*The input*:
◆ ◆ ◆ ◆ ◆ ◆ ◆
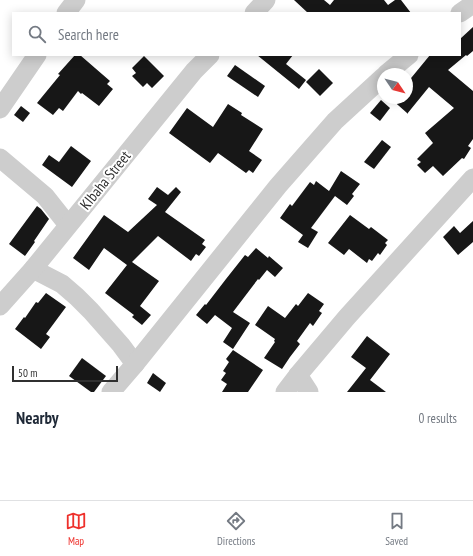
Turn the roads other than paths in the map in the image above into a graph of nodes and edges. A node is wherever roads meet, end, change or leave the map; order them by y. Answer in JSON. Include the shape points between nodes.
{"nodes":[{"id":1,"x":76,"y":0,"type":"edge"},
{"id":2,"x":266,"y":0,"type":"edge"},
{"id":3,"x":473,"y":4,"type":"edge"},
{"id":4,"x":67,"y":12,"type":"edge"},
{"id":5,"x":255,"y":12,"type":"edge"},
{"id":6,"x":461,"y":12,"type":"edge"},
{"id":7,"x":36,"y":56,"type":"edge"},
{"id":8,"x":209,"y":56,"type":"edge"},
{"id":9,"x":408,"y":56,"type":"edge"},
{"id":10,"x":393,"y":68,"type":"edge"},
{"id":11,"x":377,"y":82,"type":"edge"},
{"id":12,"x":0,"y":109,"type":"edge"},
{"id":13,"x":0,"y":158,"type":"edge"},
{"id":14,"x":473,"y":178,"type":"edge"},
{"id":15,"x":68,"y":225,"type":"junction"},
{"id":16,"x":33,"y":269,"type":"junction"},
{"id":17,"x":0,"y":306,"type":"edge"},
{"id":18,"x":135,"y":364,"type":"junction"},
{"id":19,"x":298,"y":375,"type":"junction"},
{"id":20,"x":111,"y":392,"type":"edge"},
{"id":21,"x":285,"y":392,"type":"edge"},
{"id":22,"x":309,"y":392,"type":"edge"}],
"edges":[{"from":1,"to":4,"type":"street"},
{"from":2,"to":5,"type":"street"},
{"from":3,"to":6,"type":"street"},
{"from":7,"to":12,"type":"street"},
{"from":8,"to":15,"type":"street","name":"KIbaha Street"},
{"from":9,"to":10,"type":"street"},
{"from":11,"to":18,"type":"street","via":[[335,121],[283,180]]},
{"from":13,"to":15,"type":"street","via":[[45,196]]},
{"from":14,"to":19,"type":"street"},
{"from":15,"to":16,"type":"street","name":"KIbaha Street"},
{"from":16,"to":17,"type":"street","name":"KIbaha Street"},
{"from":16,"to":18,"type":"street","via":[[62,284],[77,297]]},
{"from":18,"to":20,"type":"street"},
{"from":19,"to":21,"type":"street"},
{"from":19,"to":22,"type":"street"}]}
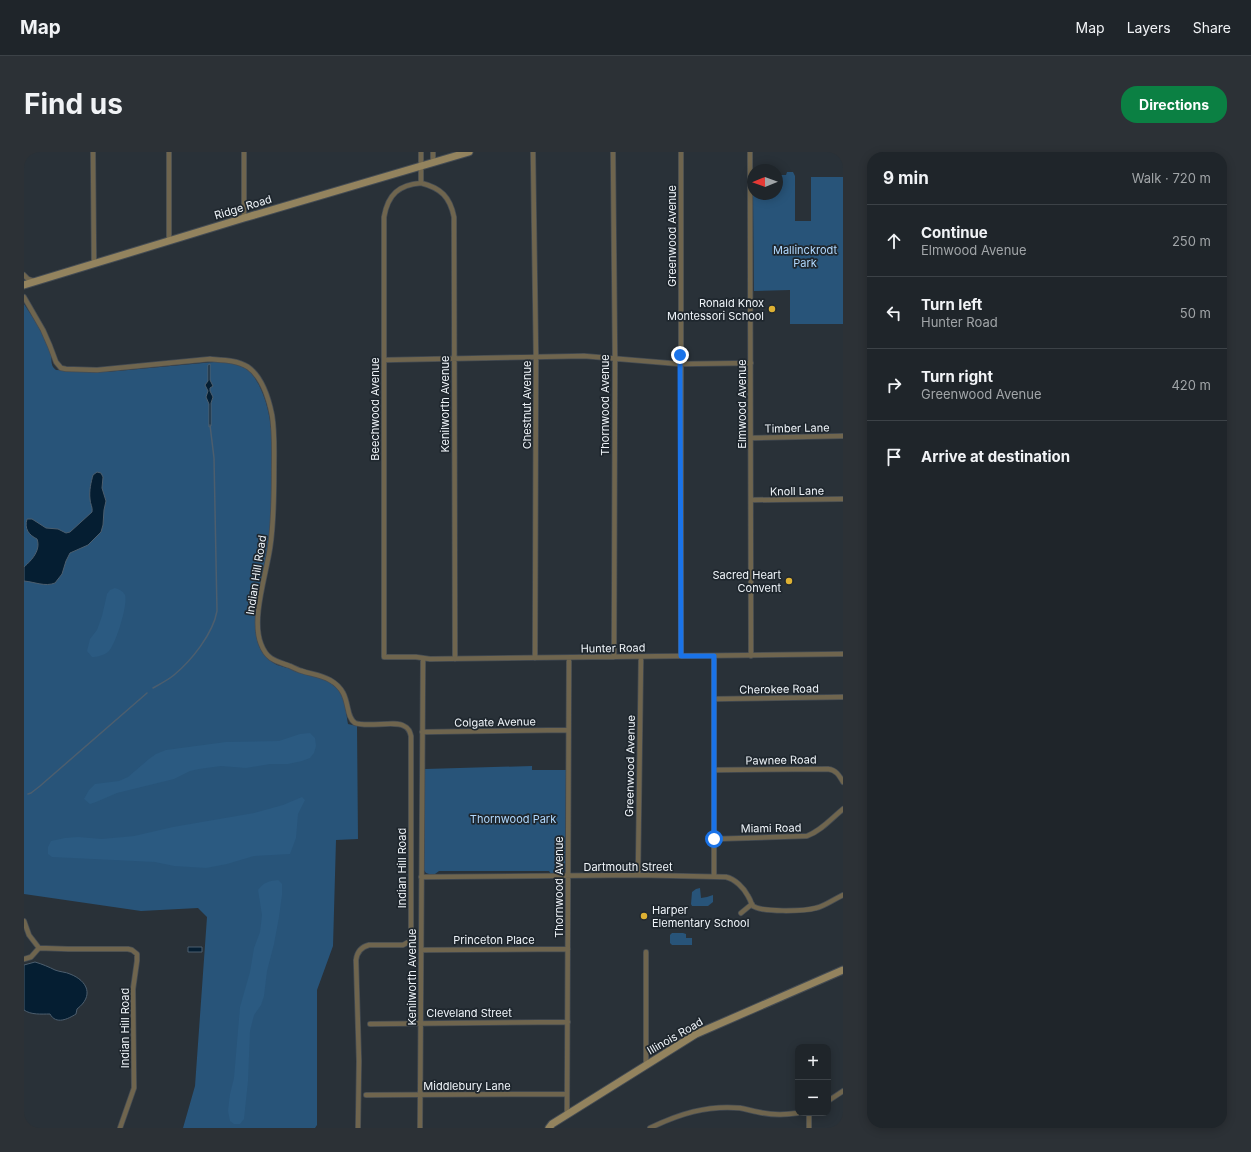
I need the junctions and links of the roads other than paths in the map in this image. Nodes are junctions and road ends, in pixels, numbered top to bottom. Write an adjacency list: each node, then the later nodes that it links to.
1 (93, 152): 16 (street)
2 (169, 152): 15 (street)
3 (244, 152): 14 (street)
4 (421, 152): 12 (street)
5 (433, 152): 11 (street)
6 (469, 152): 11 (street, Ridge Road)
7 (533, 152): 21 (street, Chestnut Avenue)
8 (613, 152): 23 (street, Thornwood Avenue)
9 (681, 152): 25 (street, Greenwood Avenue)
10 (750, 152): 26 (street, Elmwood Avenue)
11 (433, 162): 12 (street, Ridge Road)
12 (422, 166): 13 (street); 14 (street, Ridge Road)
13 (421, 182): 22 (street, Kenilworth Avenue); 24 (street, Beechwood Avenue)
14 (244, 218): 15 (street, Ridge Road)
15 (169, 241): 16 (street, Ridge Road)
16 (94, 264): 18 (street, Ridge Road)
17 (24, 275): 18 (street)
18 (37, 281): 19 (street, Ridge Road)
19 (24, 286)
20 (24, 297): 77 (street, Indian Hill Road)
21 (536, 357): 22 (street); 23 (street); 39 (street, Chestnut Avenue)
22 (454, 358): 24 (street); 41 (street, Kenilworth Avenue)
23 (615, 359): 25 (street); 36 (street, Thornwood Avenue)
24 (384, 360): 35 (street, Beechwood Avenue)
25 (680, 364): 26 (street); 32 (street, Greenwood Avenue)
26 (751, 364): 28 (street, Elmwood Avenue)
27 (843, 436): 28 (street, Timber Lane)
28 (751, 438): 30 (street, Elmwood Avenue)
29 (843, 499): 30 (street, Knoll Lane)
30 (751, 500): 34 (street, Elmwood Avenue)
31 (843, 654): 34 (street, Hunter Road)
32 (681, 656): 33 (street, Hunter Road); 37 (street, Hunter Road)
33 (714, 656): 34 (street, Hunter Road); 43 (street)
34 (751, 656)
35 (384, 657): 38 (street, Hunter Road)
36 (614, 657): 37 (street, Hunter Road); 40 (street, Hunter Road)
37 (641, 657): 50 (street, Greenwood Avenue)
38 (423, 658): 41 (street, Hunter Road); 45 (street, Kenilworth Avenue)
39 (535, 658): 40 (street, Hunter Road); 41 (street, Hunter Road)
40 (569, 658): 44 (street, Thornwood Avenue)
41 (455, 659)
42 (843, 697): 43 (street, Cherokee Road)
43 (714, 699): 46 (street)
44 (568, 730): 45 (street, Colgate Avenue); 51 (street, Thornwood Avenue)
45 (422, 732): 53 (street, Kenilworth Avenue)
46 (714, 770): 47 (street, Pawnee Road); 49 (street)
47 (843, 782)
48 (843, 809): 49 (street, Miami Road)
49 (714, 839): 52 (street)
50 (638, 875): 51 (street, Dartmouth Street); 52 (street, Dartmouth Street)
51 (568, 876): 53 (street, Dartmouth Street); 59 (street, Thornwood Avenue)
52 (714, 876): 55 (street, Dartmouth Street)
53 (421, 877): 60 (street, Kenilworth Avenue)
54 (843, 895): 55 (street)
55 (752, 904): 56 (street)
56 (741, 913)
57 (24, 921): 58 (street)
58 (39, 948): 62 (street); 76 (street, Indian Hill Road)
59 (568, 949): 60 (street, Princeton Place); 65 (street, Thornwood Avenue)
60 (421, 950): 64 (street, Kenilworth Avenue)
61 (646, 952): 67 (street)
62 (24, 959)
63 (843, 970): 67 (street, Illinois Road)
64 (421, 1022): 65 (street, Cleveland Street); 66 (street, Cleveland Street); 71 (street, Kenilworth Avenue)
65 (568, 1022): 69 (street, Thornwood Avenue)
66 (370, 1024)
67 (646, 1065): 74 (street, Illinois Road)
68 (843, 1091): 72 (street)
69 (567, 1094): 71 (street, Middlebury Lane); 74 (street, Thornwood Avenue)
70 (366, 1095): 71 (street, Middlebury Lane)
71 (420, 1095): 78 (street, Kenilworth Avenue)
72 (831, 1098)
73 (795, 1113): 80 (street)
74 (567, 1115): 79 (street, Illinois Road)
75 (808, 1116): 81 (street)
76 (120, 1128)
77 (358, 1128)
78 (420, 1128)
79 (549, 1128)
80 (650, 1128)
81 (809, 1128)

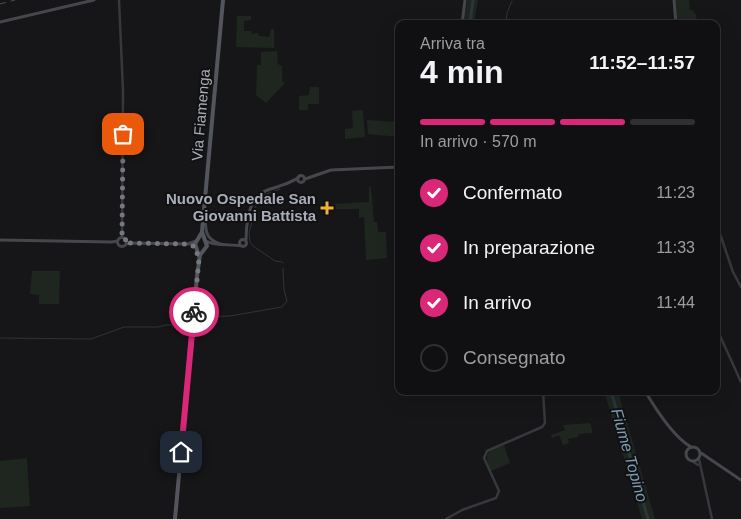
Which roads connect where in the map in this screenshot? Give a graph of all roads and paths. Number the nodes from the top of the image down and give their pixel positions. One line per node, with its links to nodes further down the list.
1 (94, 0): 8 (main road)
2 (119, 0): 15 (street)
3 (223, 0): 12 (main road, Via Fiamenga)
4 (465, 0): 6 (main road)
5 (674, 0): 7 (main road)
6 (462, 20)
7 (676, 20)
8 (0, 22)
9 (395, 167): 10 (main road)
10 (302, 177): 11 (main road); 11 (main road)
11 (292, 182): 18 (main road)
12 (204, 208): 13 (main road, Via Fiamenga); 23 (main road)
13 (202, 232): 16 (main road, Via Fiamenga); 17 (main road, Via Fiamenga)
14 (720, 234): 28 (street)
15 (122, 238): 20 (main road); 21 (main road)
16 (198, 240): 17 (main road); 22 (main road); 25 (main road, Via Fiamenga)
17 (205, 240): 23 (main road); 26 (main road, Via Fiamenga)
18 (243, 240): 24 (main road); 24 (main road)
19 (2, 241): 20 (main road)
20 (117, 242): 21 (main road)
21 (128, 243): 22 (main road)
22 (188, 244): 25 (main road)
23 (218, 244): 24 (main road); 26 (main road)
24 (232, 244)
25 (196, 249): 26 (main road); 27 (main road, Via Fiamenga)
26 (206, 249): 27 (main road, Via Fiamenga)
27 (199, 259): 40 (main road, Via Fiamenga)
28 (741, 287)
29 (720, 336): 30 (street)
30 (741, 382)
31 (544, 395): 41 (street)
32 (648, 395): 33 (main road)
33 (689, 448): 34 (main road); 37 (main road)
34 (701, 453): 35 (main road); 36 (main road)
35 (706, 457): 36 (main road); 39 (main road)
36 (699, 458): 37 (main road); 38 (street)
37 (692, 461): 38 (street)
38 (699, 466): 42 (street)
39 (741, 480)
40 (175, 519)
41 (446, 519)
42 (712, 519)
◆ ◆ ◆ ◆ ◆ ◆ ◆
*Task item*: What is needed is one number, the count of lines in the listing above that contain the word "Kenilworth".

*Response area*: 8